Alfred knew he couldn't keep going like that, wouldn't last long, and so he stood up one day and walked out of the door. When he came back, he had to sit Meg down and tell her that he had signed himself over to the army. He would be a soldier, for the next two years.
She had burst into tears, and Alfred had felt inadequate, a failure, but he tried to keep his chin up anyway and explain to her that it was the only way. Only two years, and he would make enough money to keep them afloat while at the same time earning himself a college education. He could get out of the army and do something with his life, and with that he could fulfill his promise to always keep her safe.
Several weeks later, Alfred was packed up, dressed in his United States Army uniform, the boots feeling so heavy, and Meg was hugging him for all she was worth, bawling her eyes out. It took a long while to escape her grip, and Alfred hated letting her go. Leaving her alone. She was smart, though, smarter than Alfred, and so he had been confident that she could handle being alone. She was sixteen, but very practical and very responsible.
Alfred kissed her forehead, and said, "I'll be home before ya know it. Be good, alright? Be careful. Be safe. I'll call ya, every day. I promise."
Alfred never broke his promises, and so she had pulled herself together bravely and nodded.
Before he knew it, Alfred was in Fort Bragg, being beaten into the ground in boot camp. Being a soldier wasn't easy, but it came pretty naturally to Alfred because Alfred was aggressive and assertive by nature. He fit in pretty damn well, and perked up a little, thinking that maybe he hadn't made such a dumb decision after all.
He kept his promise to call Meg every day, in his first free moment. It was strange, being so dirty and sweaty and sore from training, and yet to feel so weightless and happy every time he punched in those numbers and she answered the call. Her bright voice always cheered him up, however rundown he was.
She handled herself well, and was always perky and bright, even though she must have been so lonely.
Weeks and months passed, and then one year. Meg was seventeen, Alfred was nineteen, and Alfred called her as he always did.
But that time, when she picked up, her voice was thin, high, so excited, and Alfred had immediately asked, "What's goin' on?"

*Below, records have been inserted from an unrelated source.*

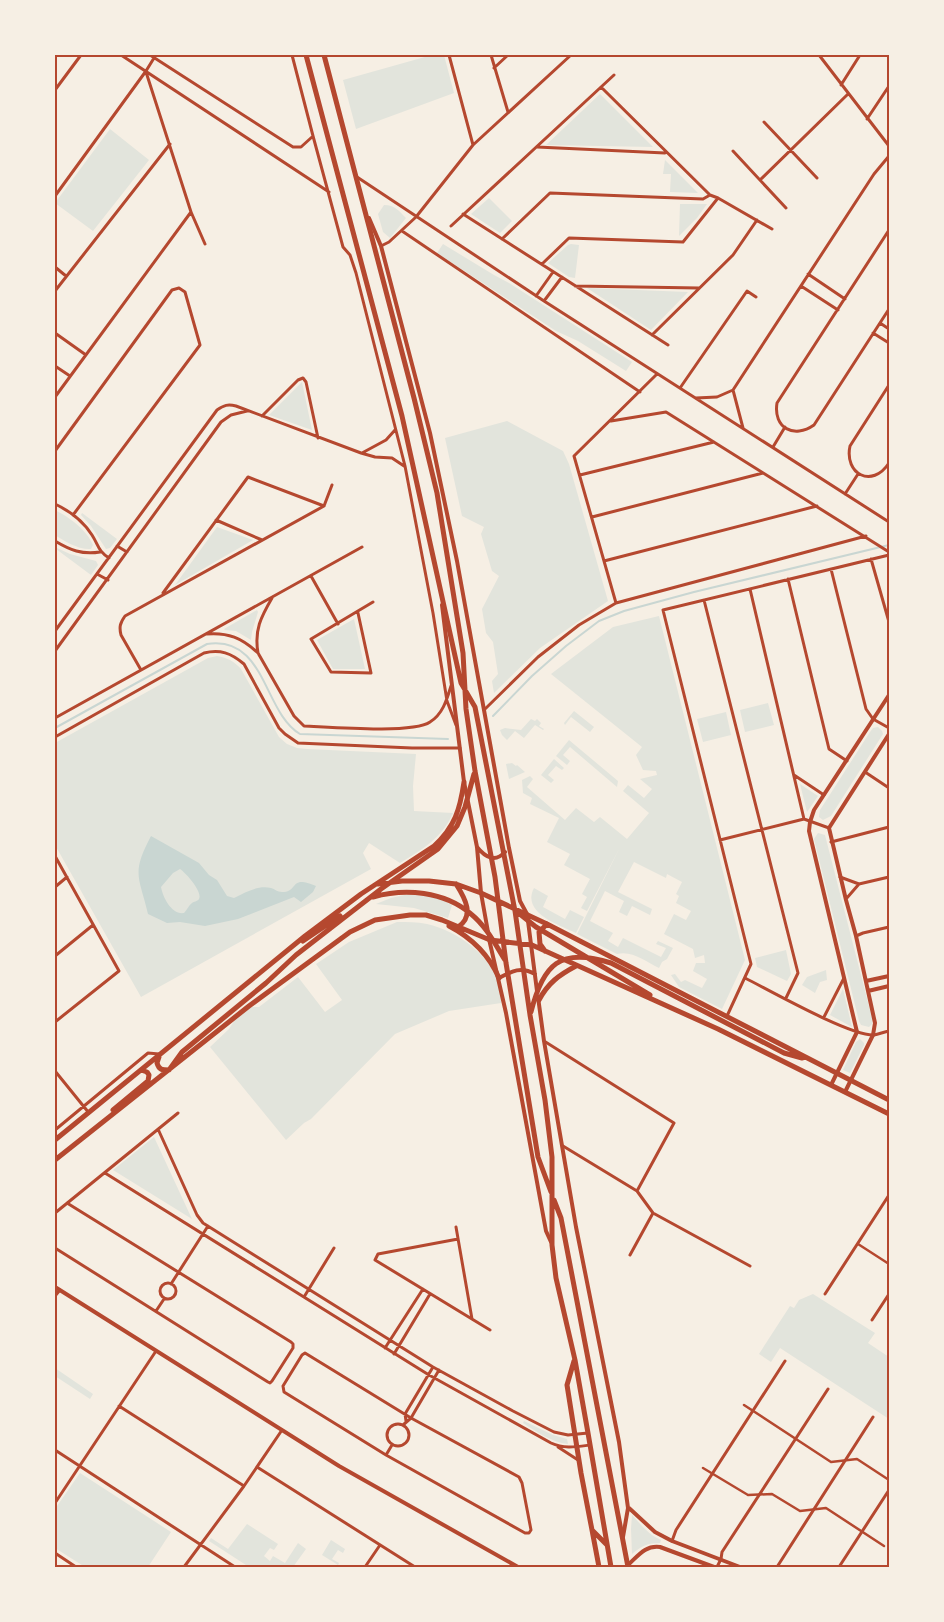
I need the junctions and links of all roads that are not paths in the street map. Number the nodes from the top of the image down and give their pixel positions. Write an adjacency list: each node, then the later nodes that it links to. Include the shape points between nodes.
1 (81, 55): 19 (street)
2 (121, 55): 14 (street)
3 (292, 55): 24 (street)
4 (306, 55): 128 (main road, via 402,416)
5 (324, 55): 33 (main road)
6 (449, 55): 27 (street)
7 (491, 55): 13 (street)
8 (508, 55): 13 (street)
9 (571, 55): 21 (street)
10 (819, 55): 16 (street)
11 (860, 55): 16 (street)
12 (153, 56): 14 (street); 24 (street, via 293,147 301,147)
13 (494, 68): 21 (street)
14 (146, 71): 25 (street); 36 (street); 38 (street)
15 (614, 75): 18 (street)
16 (841, 85): 20 (street)
17 (889, 86): 22 (street)
18 (601, 87): 28 (street); 31 (street)
19 (55, 90)
20 (848, 94): 22 (street); 29 (street)
21 (508, 112): 27 (street)
22 (867, 119): 26 (street)
23 (764, 122): 29 (street)
24 (312, 136): 36 (street)
25 (170, 144): 42 (street); 57 (street)
26 (888, 144)
27 (473, 145): 44 (street)
28 (536, 147): 31 (street); 43 (street)
29 (790, 150): 34 (street); 35 (street)
30 (733, 151): 35 (street)
31 (666, 153): 37 (street)
32 (889, 156): 56 (street)
33 (355, 176): 40 (main road); 44 (street)
34 (817, 178)
35 (760, 180): 41 (street)
36 (329, 192): 91 (street, via 343,247 350,254 356,273)
37 (710, 195): 39 (street); 50 (street, via 703,199 550,193)
38 (55, 196)
39 (718, 198): 45 (street); 53 (street, via 684,242 569,238)
40 (364, 205): 52 (street); 155 (main road, via 437,493 463,652 466,709)
41 (786, 208)
42 (191, 212): 51 (street); 76 (street)
43 (463, 214): 46 (street); 50 (street)
44 (416, 217): 49 (street); 63 (street)
45 (756, 220): 47 (street); 61 (street, via 733,255)
46 (451, 226)
47 (772, 229)
48 (889, 230): 65 (street)
49 (402, 232): 52 (street); 83 (street)
50 (502, 239): 53 (street)
51 (205, 244)
52 (381, 246): 145 (street, via 430,433)
53 (542, 264): 55 (street)
54 (55, 267): 57 (street)
55 (553, 272): 58 (street); 63 (street)
56 (808, 274): 60 (street); 65 (street)
57 (66, 276): 62 (street)
58 (562, 277): 59 (street); 66 (street)
59 (575, 286): 61 (street); 73 (street)
60 (801, 286): 68 (street); 82 (street)
61 (699, 288): 73 (street)
62 (55, 290)
63 (536, 296): 66 (street)
64 (756, 297): 81 (street, via 746,291)
65 (845, 300): 68 (street)
66 (544, 301): 78 (street)
67 (889, 309): 69 (street)
68 (838, 310): 90 (street, via 777,403 776,415)
69 (880, 323): 70 (street); 72 (street)
70 (889, 329)
71 (55, 333): 76 (street)
72 (873, 333): 74 (street); 90 (street, via 814,425 800,432)
73 (652, 335): 75 (street)
74 (889, 344)
75 (668, 346)
76 (86, 355): 79 (street)
77 (55, 366): 79 (street)
78 (657, 374): 81 (street); 83 (street)
79 (70, 376): 84 (street)
80 (889, 385): 100 (street, via 850,446 848,456)
81 (680, 388): 85 (street)
82 (732, 390): 85 (street, via 717,396); 89 (street)
83 (640, 392): 88 (street)
84 (55, 397)
85 (696, 398): 89 (street)
86 (250, 411): 87 (street); 114 (street, via 228,404 217,410); 117 (street, via 231,415 221,422)
87 (262, 416): 92 (street); 92 (street, via 303,378)
88 (610, 421): 93 (street, via 666,412); 101 (street, via 574,456)
89 (743, 428): 94 (street)
90 (785, 428): 94 (street)
91 (396, 430): 96 (street, via 386,440); 98 (street)
92 (318, 438): 96 (street)
93 (714, 442): 99 (street); 101 (street)
94 (773, 447): 103 (street)
95 (55, 451): 107 (street, via 172,290 179,288 185,292 200,345)
96 (361, 454): 98 (street, via 392,458)
97 (889, 463): 100 (street, via 877,476)
98 (405, 466): 144 (street)
99 (764, 473): 106 (street); 108 (street)
100 (858, 474): 103 (street)
101 (580, 475): 108 (street)
102 (332, 485): 105 (street)
103 (845, 494): 110 (street)
104 (55, 504): 107 (street)
105 (324, 506): 109 (street, via 248,477); 112 (street)
106 (818, 506): 111 (street); 121 (street)
107 (74, 515): 116 (street, via 89,531)
108 (592, 518): 121 (street)
109 (216, 520): 112 (street); 129 (street)
110 (889, 522)
111 (866, 536): 118 (street); 133 (street)
112 (262, 540): 129 (street)
113 (55, 541): 116 (street, via 88,554)
114 (117, 546): 117 (street); 119 (street)
115 (362, 547): 124 (street)
116 (100, 552): 119 (street)
117 (128, 552): 126 (street)
118 (888, 553): 120 (street)
119 (109, 558): 123 (street)
120 (871, 559): 122 (street); 135 (street)
121 (604, 561): 133 (street)
122 (831, 569): 125 (street); 147 (street, via 866,709)
123 (97, 574): 126 (street); 137 (street)
124 (310, 576): 130 (street); 136 (street)
125 (788, 579): 127 (street); 153 (street, via 830,749)
126 (108, 580): 139 (street)
127 (750, 589): 131 (street); 156 (street)
128 (440, 592): 142 (street); 179 (main road, via 462,683 475,707)
129 (162, 596): 141 (street, via 125,616 120,623 121,636)
130 (272, 597): 138 (street); 140 (street, via 260,619 256,640)
131 (704, 600): 164 (street); 165 (street, via 664,610)
132 (373, 602): 134 (street)
133 (616, 603): 145 (street, via 538,657)
134 (358, 613): 136 (street); 136 (street, via 372,673 331,672 311,639)
135 (889, 622)
136 (338, 624)
137 (55, 631)
138 (203, 635): 140 (street, via 220,633 238,638); 141 (street)
139 (55, 651)
140 (258, 653): 144 (street, via 294,716 304,726 416,727 436,718)
141 (141, 670): 146 (street)
142 (451, 686): 144 (street); 148 (street)
143 (889, 695): 147 (street)
144 (447, 701): 148 (street)
145 (484, 710): 168 (street)
146 (55, 718)
147 (873, 719): 149 (street); 153 (street)
148 (457, 728): 152 (street)
149 (889, 728)
150 (889, 734): 154 (street)
151 (55, 737): 152 (street, via 204,653 221,651 244,664 279,728 298,742)
152 (460, 748): 157 (street)
153 (847, 761): 159 (street)
154 (864, 771): 158 (street); 163 (street)
155 (475, 772): 192 (main road, via 495,878); 216 (main road, via 457,826 438,849 338,922 182,1052)
156 (793, 775): 159 (street); 160 (street)
157 (464, 782): 167 (street); 173 (main road, via 460,807 442,838)
158 (889, 788)
159 (824, 795): 161 (street)
160 (804, 819): 161 (street); 164 (street)
161 (810, 822): 163 (street); 196 (street)
162 (889, 827): 166 (street)
163 (829, 828): 166 (street)
164 (761, 829): 165 (street); 202 (street, via 798,973)
165 (720, 840): 198 (street, via 751,964)
166 (831, 842): 171 (street)
167 (476, 847): 168 (street, via 485,857 495,859); 177 (street)
168 (509, 848): 181 (street, via 520,901)
169 (55, 856): 170 (street)
170 (67, 877): 176 (street); 183 (street)
171 (840, 877): 175 (street); 178 (street)
172 (889, 877): 175 (street)
173 (378, 884): 174 (main road, via 402,881); 191 (main road)
174 (456, 884): 177 (main road); 184 (main road, via 468,915)
175 (859, 884): 178 (street)
176 (55, 887)
177 (481, 893): 181 (main road); 187 (street)
178 (846, 900): 186 (street)
179 (515, 911): 204 (main road); 205 (main road)
180 (426, 915): 184 (main road); 197 (main road, via 472,941 492,962); 216 (main road, via 386,917 350,932)
181 (528, 915): 182 (main road); 188 (street)
182 (546, 924): 189 (main road, via 539,932 540,944); 206 (main road)
183 (93, 925): 190 (street); 208 (street, via 119,971)
184 (458, 927): 187 (main road)
185 (889, 927): 186 (street)
186 (856, 936): 199 (street)
187 (490, 940): 188 (main road); 197 (street)
188 (532, 945): 189 (main road); 194 (street)
189 (545, 950): 193 (main road)
190 (55, 956)
191 (280, 957): 192 (main road, via 358,903 373,897 415,892 436,895 470,913 482,925); 213 (main road)
192 (506, 963): 313 (main road, via 538,1158 561,1218)
193 (576, 966): 203 (main road, via 555,978); 204 (main road)
194 (535, 974): 197 (street, via 519,969); 203 (street)
195 (889, 976): 199 (street)
196 (844, 977): 207 (street); 210 (street)
197 (500, 978): 245 (street, via 546,1231)
198 (745, 978): 202 (street); 206 (street)
199 (866, 981): 201 (street)
200 (889, 986): 201 (street)
201 (868, 990): 211 (street, via 875,1023)
202 (786, 998): 207 (street)
203 (539, 1000): 212 (street)
204 (667, 1006): 220 (main road)
205 (530, 1015): 214 (main road, via 539,985 548,970 570,958 592,957 611,962 784,1053); 245 (main road, via 552,1157)
206 (727, 1016): 214 (main road)
207 (824, 1017): 210 (street)
208 (55, 1022)
209 (889, 1031): 211 (street)
210 (857, 1032): 211 (street); 218 (street)
211 (873, 1035): 219 (street)
212 (544, 1041): 233 (street); 236 (street, via 674,1123)
213 (160, 1054): 215 (main road); 216 (main road, via 158,1067); 223 (street, via 148,1053)
214 (813, 1061): 218 (main road)
215 (140, 1070): 224 (main road); 227 (main road, via 147,1072 148,1080)
216 (169, 1070): 227 (main road)
217 (55, 1071): 223 (street)
218 (837, 1073): 219 (main road); 220 (street)
219 (852, 1081): 221 (street); 222 (main road)
220 (831, 1085): 221 (main road)
221 (845, 1092): 226 (main road)
222 (889, 1100)
223 (84, 1106): 224 (street); 228 (street)
224 (89, 1113): 232 (main road)
225 (178, 1113): 230 (street)
226 (889, 1114)
227 (106, 1118): 234 (main road)
228 (61, 1124): 229 (street); 231 (street)
229 (55, 1126)
230 (158, 1129): 235 (street); 241 (street, via 197,1216)
231 (55, 1130)
232 (55, 1140)
233 (563, 1146): 236 (street); 309 (street, via 619,1442)
234 (55, 1160)
235 (105, 1173): 238 (street); 243 (street)
236 (637, 1191): 240 (street)
237 (889, 1196): 246 (street)
238 (67, 1203): 239 (street); 252 (street)
239 (55, 1213)
240 (653, 1213): 249 (street); 251 (street)
241 (208, 1226): 243 (street); 255 (street)
242 (456, 1227): 244 (street)
243 (202, 1234): 252 (street); 261 (street)
244 (458, 1239): 256 (street, via 378,1254 375,1260); 265 (street)
245 (552, 1244): 274 (main road, via 556,1278)
246 (858, 1244): 250 (street); 258 (street)
247 (55, 1248): 263 (street)
248 (334, 1248): 255 (street)
249 (630, 1256)
250 (889, 1264)
251 (750, 1266)
252 (178, 1272): 253 (street); 263 (street, via 294,1344 293,1348 270,1382)
253 (171, 1284): 262 (street, via 175,1294 169,1299); 262 (street, via 160,1287 159,1292)
254 (57, 1288): 260 (street); 272 (street)
255 (309, 1288): 261 (street); 269 (street)
256 (423, 1290): 257 (street); 264 (street)
257 (430, 1294): 265 (street); 267 (street)
258 (825, 1294)
259 (889, 1294): 266 (street)
260 (55, 1296)
261 (304, 1297): 271 (street)
262 (164, 1298): 263 (street)
263 (156, 1311)
264 (405, 1318): 267 (street); 269 (street)
265 (472, 1320): 268 (street)
266 (872, 1320)
267 (412, 1322): 270 (street)
268 (490, 1330)
269 (390, 1340): 270 (street); 271 (street)
270 (399, 1346): 273 (street); 276 (street)
271 (385, 1348): 273 (street)
272 (156, 1351): 282 (street); 288 (street)
273 (394, 1354): 278 (street)
274 (575, 1360): 289 (main road); 290 (main road, via 567,1385)
275 (785, 1361): 283 (street)
276 (433, 1367): 277 (street); 278 (street)
277 (439, 1370): 279 (street); 290 (street, via 554,1432)
278 (429, 1375): 279 (street); 284 (street)
279 (435, 1378): 286 (street); 292 (street)
280 (828, 1389): 291 (street)
281 (744, 1405): 283 (street)
282 (119, 1406): 300 (street); 305 (street)
283 (752, 1411): 291 (street); 303 (street)
284 (405, 1414): 286 (street); 287 (street); 297 (street, via 305,1353 283,1386 284,1392)
285 (873, 1417): 299 (street)
286 (411, 1418): 287 (street); 297 (street, via 521,1480 529,1533)
287 (405, 1423): 293 (street, via 408,1441 399,1446); 293 (street, via 388,1429 387,1439)
288 (282, 1430): 301 (street); 327 (street)
289 (588, 1433): 290 (street); 294 (main road)
290 (576, 1435): 295 (main road)
291 (796, 1439): 299 (street, via 832,1462); 307 (street)
292 (550, 1443): 295 (street, via 560,1447); 298 (street)
293 (392, 1445): 297 (street)
294 (590, 1445): 295 (street); 317 (main road)
295 (577, 1446): 298 (main road)
296 (55, 1450): 300 (street)
297 (386, 1455)
298 (580, 1461): 311 (main road)
299 (845, 1461): 304 (street, via 857,1459); 310 (street)
300 (80, 1466): 308 (street); 315 (street)
301 (257, 1467): 305 (street); 316 (street)
302 (703, 1468): 303 (street)
303 (712, 1473): 307 (street, via 748,1495); 314 (street)
304 (889, 1480)
305 (244, 1486): 315 (street)
306 (889, 1490): 312 (street)
307 (760, 1494): 310 (street, via 772,1494 800,1511); 320 (street, via 722,1552)
308 (55, 1503)
309 (628, 1508): 313 (street); 314 (street, via 655,1532)
310 (813, 1510): 312 (street, via 826,1508); 332 (street)
311 (592, 1530): 317 (main road); 328 (main road)
312 (862, 1532): 318 (street); 333 (street)
313 (623, 1539): 321 (main road)
314 (672, 1541): 320 (street)
315 (201, 1545): 323 (street); 324 (street)
316 (380, 1545): 325 (street); 326 (street)
317 (607, 1545): 329 (main road)
318 (884, 1546)
319 (55, 1554): 322 (street)
320 (721, 1559): 330 (street); 331 (street)
321 (628, 1566): 330 (street, via 647,1547 654,1546)
322 (76, 1567)
323 (184, 1567)
324 (235, 1567)
325 (365, 1567)
326 (415, 1567)
327 (518, 1567)
328 (600, 1567)
329 (610, 1567)
330 (715, 1567)
331 (740, 1567)
332 (777, 1567)
333 (839, 1567)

"I met someone!" she gushed, so breathlessly, and Alfred had immediately sat up straight, eyes wide and jaw clenched and feeling furious.
Scared.
"Whaddya mean?" he barked, as she pattered about happily; he could hear her shoes on the kitchen tile as she paced exuberantly.
His heart was thudding.
Scared, so scared, because he didn't wanna lose her. She was all he had, and maybe it was selfish of him but he was doing so much for her and didn't want another man to come in and swoop her off into the sunset.
She was only seventeen, still in school. Who could she have possibly met?
"Oh, you'll love him, Alfred! He works at the bank. He's so handsome! We've been going on dates. I'm so happy. He's a good man, you two will get along."
A rush of anger, and Alfred kept his teeth clenched so that he wouldn't start screaming.
He didn't ever want her to be anything less than happy, but this wasn't exactly what he had had in mind. All the same, despite his anxiety and irritation, he didn't really have the heart to ruin it for her, and so instead of forbidding it entirely and risk losing her, he instead laid down his set of laws.
The run of the mill things a normal father would have said to his daughter. Curfew, no fooling around, etc.
She sounded so happy...
Alfred was extremely arrogant by nature, yes, egotistical, and so in some way Alfred assumed that the man Meg had met would automatically behave himself, because surely he would have known that Alfred was a soldier and would kick his ass at the slightest misstep.
Alfred's pride would be the end of him.
And it kinda kicked him from behind when Meg announced four months later in February that she was getting married.
What the fuck—
"Are you crazy?" Alfred had barked that time, unable to hold his tongue, and then he embarked on a five minute long tirade that ended with Meg bawling on the other end.
The first time Alfred had ever made her cry.
He hated the sound of it, couldn't stand it, and had immediately apologized, against his better judgment. He couldn't exactly stop her, anyway, even if he thought it was too fast, far too fast. It was a terrible idea, he was very suspicious and very nervous, but everyone wanted to be happy and Meg deserved that more than anyone.
A few days later, Alfred finally relented, and grumbled, half-assedly, "Congratulations."
She lit right back up, as if Alfred had never made her cry at all, and that was worth it.
Alfred tried to get leave for the wedding, and was denied, and so Meg sent him some photos in the mail. It was one of the stranger moments in Alfred's life, lying back on his barrack and flipping through his little sister's wedding photos. The first time ever seeing her husband.
A tall guy, taller than Alfred but not as big. Dark hair, blue eyes. Pretty good-looking, as Meg had said, but rather unremarkable. Looked like any other normal man, and Alfred's terrible anxiety started to fade. Just a normal guy, that was all. No harm there. And best part was that he was smaller than Alfred so Alfred could have easily beat the shit out of him if he needed to.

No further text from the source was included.